The old complaint around open source was that the documentation was lousy. People were quick to complain that open source is an engineering phenomena -- that the documentation was pointed towards open source hobbyists, not enterprise end users. For the end user that was used to unpacking a Dell box and finding crystal clear quick-start guides and troubleshooting menus, open source documentation was a little frightening.

The new news around open source documentation is that with the popularization of Wikis and other group sharing tools, the documentation has become dynamic. Documents even weeks old can be out of date given the speed of open source projects. Documentation is often written where user comments greatly enhance its usability. Project participants are actively submitting end user-oriented feedback, new entries and fixes to existing entries, which clarifies the documents and make them user-friendly. Wikis also play nicely with documentation processes such as indexing, which results in more standardized, intuitive information.

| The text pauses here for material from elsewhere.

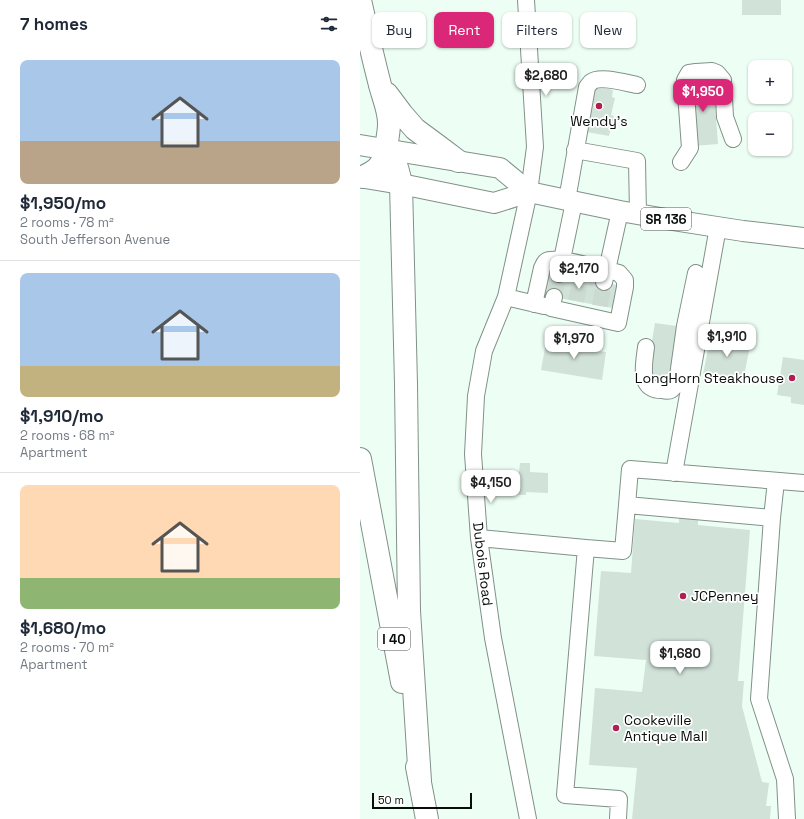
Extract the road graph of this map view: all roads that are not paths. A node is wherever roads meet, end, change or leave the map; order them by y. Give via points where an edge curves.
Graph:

Open source has a new documentation problem today: its own popularity. The enterprise IT pro needs to have a better method to understand what's relevant for their unique requirements, and to let the rest of the data / noise fall away.

Posted by Harper Mann on April 25, 2006 03:16 PM


April 20, 2006 | Comments: (0)

Gearing up for Interop ...

Early next month in Vegas, the Interop event (formerly known as "NetWorld+Interop," or "N+I") kicks off. As always, this year the InteropNet -- the actual event network, built from scratch by 20+ different vendors -- will be a focal point for attendees to check out the latest technologies.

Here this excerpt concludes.